Si quieres, guardarás los mandamientos y permanecerás fiel a su voluntad. Él te ha puesto delante fuego y agua, extiende tu mano a lo que quieras.

Ante los hombres está la vida y la muerte, y a cada uno se le dará lo que prefiera.

Porque grande es la sabiduría del Señor, fuerte es su poder y lo ve todo.

Sus ojos miran a los que le temen, y conoce todas las obras del hombre.

A nadie obligó a ser impío, y a nadie dio permiso para pecar.

 

Salmo. Sal 118, 1-2. 4-5. 17-18. 33-34

R/. Dichoso el que camina en la ley del Señor

Dichoso el que, con vida intachable,

camina en la voluntad del Señor;

dichoso el que, guardando sus preceptos,

lo busca de todo corazón. R/.

Tú promulgas tus mandatos

para que se observen exactamente.

Ojalá esté firme mi camino,

para cumplir tus decretos. R/.

Haz bien a tu siervo:

viviré y cumpliré tus palabras;

ábreme los ojos,

y contemplaré las maravillas de tu ley. R/.

Muéstrame, Señor, el camino de tus decretos,

y lo seguiré puntualmente;

enséñame a cumplir tu ley

y a guardarla de todo corazón. R/.

 

Segunda lectura

Lectura de la primera carta del apóstol san Pablo a los Corintios 2, 6-10

Hermanos:

Hablamos de sabiduría entre los perfectos; pero una sabiduría que no es de este mundo ni de los príncipes de este mundo, condenados a perecer, sino que enseñamos una sabiduría divina, misteriosa, escondida, predestinada por Dios antes de los siglos para nuestra gloria. Ninguno de los príncipes de este mundo la ha conocido; pues, si la hubiesen conocido, nunca hubieran crucificado al Señor de la gloria.

Sino que, como está escrito: «Ni el ojo vio, ni el oído oyó, ni el hombre puede pensar lo que Dios ha preparado para los que lo aman».

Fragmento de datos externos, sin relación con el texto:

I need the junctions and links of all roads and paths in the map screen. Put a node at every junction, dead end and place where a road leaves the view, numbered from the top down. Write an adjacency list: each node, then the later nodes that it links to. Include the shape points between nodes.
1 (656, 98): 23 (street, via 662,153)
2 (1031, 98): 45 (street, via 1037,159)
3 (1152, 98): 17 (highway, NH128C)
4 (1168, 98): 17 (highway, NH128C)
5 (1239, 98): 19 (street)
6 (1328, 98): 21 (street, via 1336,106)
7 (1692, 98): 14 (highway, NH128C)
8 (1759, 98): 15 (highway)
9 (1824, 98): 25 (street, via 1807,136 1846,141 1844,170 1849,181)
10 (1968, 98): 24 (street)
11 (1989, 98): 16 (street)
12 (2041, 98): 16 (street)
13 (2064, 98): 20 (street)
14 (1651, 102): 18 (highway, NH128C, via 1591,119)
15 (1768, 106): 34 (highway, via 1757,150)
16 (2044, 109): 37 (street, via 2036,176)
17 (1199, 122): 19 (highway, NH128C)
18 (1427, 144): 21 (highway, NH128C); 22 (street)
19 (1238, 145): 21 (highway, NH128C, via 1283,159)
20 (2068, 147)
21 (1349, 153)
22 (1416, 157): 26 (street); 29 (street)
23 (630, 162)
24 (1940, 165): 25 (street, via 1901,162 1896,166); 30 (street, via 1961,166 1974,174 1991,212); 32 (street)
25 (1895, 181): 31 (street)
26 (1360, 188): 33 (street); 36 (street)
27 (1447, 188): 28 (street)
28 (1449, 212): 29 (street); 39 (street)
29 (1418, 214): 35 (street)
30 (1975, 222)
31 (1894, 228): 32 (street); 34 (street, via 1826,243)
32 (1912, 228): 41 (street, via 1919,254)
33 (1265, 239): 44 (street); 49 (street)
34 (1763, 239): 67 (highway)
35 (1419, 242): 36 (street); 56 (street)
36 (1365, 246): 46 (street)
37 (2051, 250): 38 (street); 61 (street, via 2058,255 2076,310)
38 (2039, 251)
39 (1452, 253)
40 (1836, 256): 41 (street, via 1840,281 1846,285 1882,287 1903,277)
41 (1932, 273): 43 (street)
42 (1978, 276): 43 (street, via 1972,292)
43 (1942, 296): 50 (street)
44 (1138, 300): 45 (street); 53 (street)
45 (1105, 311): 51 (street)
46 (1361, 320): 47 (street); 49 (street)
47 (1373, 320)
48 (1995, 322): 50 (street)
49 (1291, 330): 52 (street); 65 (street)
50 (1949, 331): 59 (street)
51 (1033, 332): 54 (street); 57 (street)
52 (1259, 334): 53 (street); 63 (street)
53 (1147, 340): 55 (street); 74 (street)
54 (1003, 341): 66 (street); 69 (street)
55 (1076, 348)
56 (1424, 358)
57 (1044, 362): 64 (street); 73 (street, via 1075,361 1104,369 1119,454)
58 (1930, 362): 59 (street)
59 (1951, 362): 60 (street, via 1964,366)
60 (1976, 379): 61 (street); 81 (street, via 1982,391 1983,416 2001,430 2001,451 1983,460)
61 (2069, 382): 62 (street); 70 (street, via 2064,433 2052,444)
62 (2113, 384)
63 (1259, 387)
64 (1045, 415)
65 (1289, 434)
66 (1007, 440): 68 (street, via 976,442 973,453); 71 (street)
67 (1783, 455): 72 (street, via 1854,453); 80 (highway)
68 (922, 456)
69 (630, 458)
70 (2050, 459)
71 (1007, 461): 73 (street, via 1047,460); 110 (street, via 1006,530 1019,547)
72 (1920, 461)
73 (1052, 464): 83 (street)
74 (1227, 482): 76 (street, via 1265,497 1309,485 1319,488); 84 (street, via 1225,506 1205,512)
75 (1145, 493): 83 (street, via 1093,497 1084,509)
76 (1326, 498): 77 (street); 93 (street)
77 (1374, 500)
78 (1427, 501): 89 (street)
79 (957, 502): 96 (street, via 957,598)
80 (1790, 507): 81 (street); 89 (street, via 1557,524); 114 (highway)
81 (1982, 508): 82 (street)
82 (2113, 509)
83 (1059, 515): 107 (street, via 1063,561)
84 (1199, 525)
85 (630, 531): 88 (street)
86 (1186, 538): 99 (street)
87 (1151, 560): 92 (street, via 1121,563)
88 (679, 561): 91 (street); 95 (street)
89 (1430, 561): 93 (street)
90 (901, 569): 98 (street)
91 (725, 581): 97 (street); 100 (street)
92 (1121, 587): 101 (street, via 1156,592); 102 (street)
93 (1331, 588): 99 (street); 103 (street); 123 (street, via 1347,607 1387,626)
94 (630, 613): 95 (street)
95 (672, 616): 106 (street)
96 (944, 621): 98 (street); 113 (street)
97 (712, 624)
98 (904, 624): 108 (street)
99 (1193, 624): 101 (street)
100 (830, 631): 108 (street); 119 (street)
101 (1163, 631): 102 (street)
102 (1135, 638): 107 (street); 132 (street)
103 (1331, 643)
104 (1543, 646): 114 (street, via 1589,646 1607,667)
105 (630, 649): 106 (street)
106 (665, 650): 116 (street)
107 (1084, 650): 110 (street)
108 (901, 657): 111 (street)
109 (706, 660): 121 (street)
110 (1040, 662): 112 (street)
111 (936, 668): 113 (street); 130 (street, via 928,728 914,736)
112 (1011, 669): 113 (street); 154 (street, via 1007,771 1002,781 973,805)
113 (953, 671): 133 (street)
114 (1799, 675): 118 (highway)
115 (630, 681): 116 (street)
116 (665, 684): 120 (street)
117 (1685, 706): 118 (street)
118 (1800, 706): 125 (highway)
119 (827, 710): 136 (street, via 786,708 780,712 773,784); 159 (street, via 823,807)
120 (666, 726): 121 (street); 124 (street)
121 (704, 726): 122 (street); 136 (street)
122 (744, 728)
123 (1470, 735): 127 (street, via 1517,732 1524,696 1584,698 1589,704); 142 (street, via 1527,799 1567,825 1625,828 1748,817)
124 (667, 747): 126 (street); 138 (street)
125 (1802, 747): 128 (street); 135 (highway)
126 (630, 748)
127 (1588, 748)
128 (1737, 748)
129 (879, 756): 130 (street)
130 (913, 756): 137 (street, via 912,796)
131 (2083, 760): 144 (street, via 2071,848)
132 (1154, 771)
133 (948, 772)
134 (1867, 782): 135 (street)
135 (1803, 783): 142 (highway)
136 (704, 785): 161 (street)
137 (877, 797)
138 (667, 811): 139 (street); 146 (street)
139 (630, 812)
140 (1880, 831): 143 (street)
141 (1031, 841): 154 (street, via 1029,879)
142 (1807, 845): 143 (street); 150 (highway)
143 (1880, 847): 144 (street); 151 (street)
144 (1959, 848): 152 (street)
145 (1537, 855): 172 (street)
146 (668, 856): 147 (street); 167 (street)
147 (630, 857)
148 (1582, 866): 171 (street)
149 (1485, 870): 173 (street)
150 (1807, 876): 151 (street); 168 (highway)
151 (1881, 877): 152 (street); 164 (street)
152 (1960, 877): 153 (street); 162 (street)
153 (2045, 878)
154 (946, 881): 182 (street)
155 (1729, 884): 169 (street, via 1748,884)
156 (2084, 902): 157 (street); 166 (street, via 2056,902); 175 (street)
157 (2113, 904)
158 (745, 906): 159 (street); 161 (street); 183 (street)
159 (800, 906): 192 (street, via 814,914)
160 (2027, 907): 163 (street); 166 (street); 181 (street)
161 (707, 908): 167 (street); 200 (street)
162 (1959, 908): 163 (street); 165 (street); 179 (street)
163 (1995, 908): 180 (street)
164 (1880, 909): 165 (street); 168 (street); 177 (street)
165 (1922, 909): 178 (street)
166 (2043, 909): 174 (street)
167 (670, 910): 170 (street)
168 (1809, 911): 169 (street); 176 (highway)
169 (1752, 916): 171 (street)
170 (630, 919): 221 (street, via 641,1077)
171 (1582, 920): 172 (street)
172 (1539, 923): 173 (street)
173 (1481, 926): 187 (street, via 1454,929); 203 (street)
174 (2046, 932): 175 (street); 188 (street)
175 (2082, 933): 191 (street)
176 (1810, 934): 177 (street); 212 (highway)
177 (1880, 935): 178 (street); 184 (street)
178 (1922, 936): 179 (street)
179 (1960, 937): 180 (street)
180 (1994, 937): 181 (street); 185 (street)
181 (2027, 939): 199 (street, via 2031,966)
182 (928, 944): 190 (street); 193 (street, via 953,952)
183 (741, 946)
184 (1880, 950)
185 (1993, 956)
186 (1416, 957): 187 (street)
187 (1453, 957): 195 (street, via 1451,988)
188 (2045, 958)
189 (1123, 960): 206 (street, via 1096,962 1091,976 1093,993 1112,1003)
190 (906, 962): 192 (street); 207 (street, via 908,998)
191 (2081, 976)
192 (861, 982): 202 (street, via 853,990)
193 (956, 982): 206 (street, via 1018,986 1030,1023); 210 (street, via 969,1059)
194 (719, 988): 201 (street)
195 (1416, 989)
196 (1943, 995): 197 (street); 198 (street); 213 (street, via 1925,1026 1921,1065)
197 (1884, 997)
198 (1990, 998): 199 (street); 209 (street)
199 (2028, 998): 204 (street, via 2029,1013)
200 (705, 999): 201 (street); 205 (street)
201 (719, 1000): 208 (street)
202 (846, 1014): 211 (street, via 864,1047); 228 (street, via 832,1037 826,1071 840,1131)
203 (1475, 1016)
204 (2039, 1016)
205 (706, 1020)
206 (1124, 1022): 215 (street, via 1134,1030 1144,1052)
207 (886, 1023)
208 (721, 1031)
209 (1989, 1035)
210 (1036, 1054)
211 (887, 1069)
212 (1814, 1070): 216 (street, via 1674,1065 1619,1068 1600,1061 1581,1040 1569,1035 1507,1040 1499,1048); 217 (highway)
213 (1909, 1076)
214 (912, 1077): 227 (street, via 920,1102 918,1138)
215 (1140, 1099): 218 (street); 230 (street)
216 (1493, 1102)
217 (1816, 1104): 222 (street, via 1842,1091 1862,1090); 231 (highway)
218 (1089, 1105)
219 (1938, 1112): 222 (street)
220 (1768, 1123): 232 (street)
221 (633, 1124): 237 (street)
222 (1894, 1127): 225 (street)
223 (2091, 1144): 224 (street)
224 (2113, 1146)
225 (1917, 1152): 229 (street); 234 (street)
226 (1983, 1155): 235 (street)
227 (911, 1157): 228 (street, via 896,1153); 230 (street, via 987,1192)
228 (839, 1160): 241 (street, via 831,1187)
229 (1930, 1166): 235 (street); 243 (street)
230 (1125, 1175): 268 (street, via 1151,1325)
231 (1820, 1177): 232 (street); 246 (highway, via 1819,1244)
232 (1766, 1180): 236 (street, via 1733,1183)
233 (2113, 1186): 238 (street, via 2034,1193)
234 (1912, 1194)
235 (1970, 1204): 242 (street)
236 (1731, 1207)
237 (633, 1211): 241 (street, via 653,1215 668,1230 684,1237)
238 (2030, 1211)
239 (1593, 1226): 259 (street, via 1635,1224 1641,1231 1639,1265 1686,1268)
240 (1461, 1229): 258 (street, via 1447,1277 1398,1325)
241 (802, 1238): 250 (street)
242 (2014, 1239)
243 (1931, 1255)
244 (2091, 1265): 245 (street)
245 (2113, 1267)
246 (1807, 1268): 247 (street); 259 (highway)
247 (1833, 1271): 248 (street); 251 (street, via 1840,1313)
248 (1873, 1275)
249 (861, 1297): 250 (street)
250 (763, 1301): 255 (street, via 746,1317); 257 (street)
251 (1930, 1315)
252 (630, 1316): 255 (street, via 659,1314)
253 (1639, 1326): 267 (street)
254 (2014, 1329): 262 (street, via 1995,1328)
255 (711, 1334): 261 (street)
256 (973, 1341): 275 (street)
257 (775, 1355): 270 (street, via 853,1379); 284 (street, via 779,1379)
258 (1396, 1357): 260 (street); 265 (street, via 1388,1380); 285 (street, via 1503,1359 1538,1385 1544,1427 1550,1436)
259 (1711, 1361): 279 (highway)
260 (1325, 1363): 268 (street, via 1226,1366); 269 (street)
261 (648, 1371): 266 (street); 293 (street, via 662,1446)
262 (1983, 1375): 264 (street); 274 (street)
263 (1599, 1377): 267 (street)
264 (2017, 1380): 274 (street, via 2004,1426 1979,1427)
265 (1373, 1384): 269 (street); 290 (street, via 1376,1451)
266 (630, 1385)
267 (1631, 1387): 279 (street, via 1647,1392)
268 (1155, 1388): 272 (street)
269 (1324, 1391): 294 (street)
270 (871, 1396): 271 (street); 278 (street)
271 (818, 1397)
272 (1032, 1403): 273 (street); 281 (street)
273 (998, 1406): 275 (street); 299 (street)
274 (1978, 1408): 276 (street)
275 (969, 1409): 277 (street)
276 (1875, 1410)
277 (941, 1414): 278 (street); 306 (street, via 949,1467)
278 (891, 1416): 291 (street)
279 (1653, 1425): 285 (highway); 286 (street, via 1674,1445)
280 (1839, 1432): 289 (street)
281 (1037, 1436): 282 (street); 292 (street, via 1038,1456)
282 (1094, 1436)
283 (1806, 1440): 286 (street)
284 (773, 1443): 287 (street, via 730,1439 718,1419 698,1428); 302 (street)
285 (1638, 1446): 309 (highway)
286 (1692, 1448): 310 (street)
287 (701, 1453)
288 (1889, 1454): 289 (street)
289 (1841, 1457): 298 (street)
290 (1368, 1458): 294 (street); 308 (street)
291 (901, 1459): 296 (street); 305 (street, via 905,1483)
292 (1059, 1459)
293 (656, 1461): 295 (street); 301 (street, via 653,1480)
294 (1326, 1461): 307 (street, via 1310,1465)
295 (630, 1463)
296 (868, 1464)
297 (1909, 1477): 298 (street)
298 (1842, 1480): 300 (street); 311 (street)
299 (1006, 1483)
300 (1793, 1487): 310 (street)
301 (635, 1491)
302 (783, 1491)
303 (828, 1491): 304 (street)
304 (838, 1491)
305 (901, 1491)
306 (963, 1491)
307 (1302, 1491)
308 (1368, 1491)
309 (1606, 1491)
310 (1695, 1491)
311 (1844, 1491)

Y Dios nos lo ha revelado por el Espíritu; pues el Espíritu lo sondea todo, incluso lo profundo de Dios.

 

Evangelio

Lectura del santo evangelio según san Mateo 5, 17-37

En aquel tiempo, dijo Jesús a sus discípulos: «No creáis que he venido a abolir la Ley y los profetas: no he venido a abolir, sino a dar plenitud.

En verdad os digo que antes pasarán el cielo y la tierra que deje de cumplirse hasta la última letra o tilde de la ley. El que se salte uno sólo de los preceptos menos importantes, y se lo enseñe así a los hombres será el menos importante en el reino de los cielos. Pero quien los cumpla y enseñe será grande en el reino de los cielos. Porque os digo que, si vuestra justicia no es mayor que la de los escribas y fariseos, no entraréis en el reino de los cielos.

Habéis oído que se dijo a los antiguos: “No matarás”, y el que mate será reo de juicio. Pero yo os digo: todo el que se deja llevar de la cólera contra su hermano será procesado. Y si uno llama a su hermano “imbécil”, tendrá que comparecer ante el Sanedrín, y si lo llama “necio”, merece la condena de la “gehenna” del fuego.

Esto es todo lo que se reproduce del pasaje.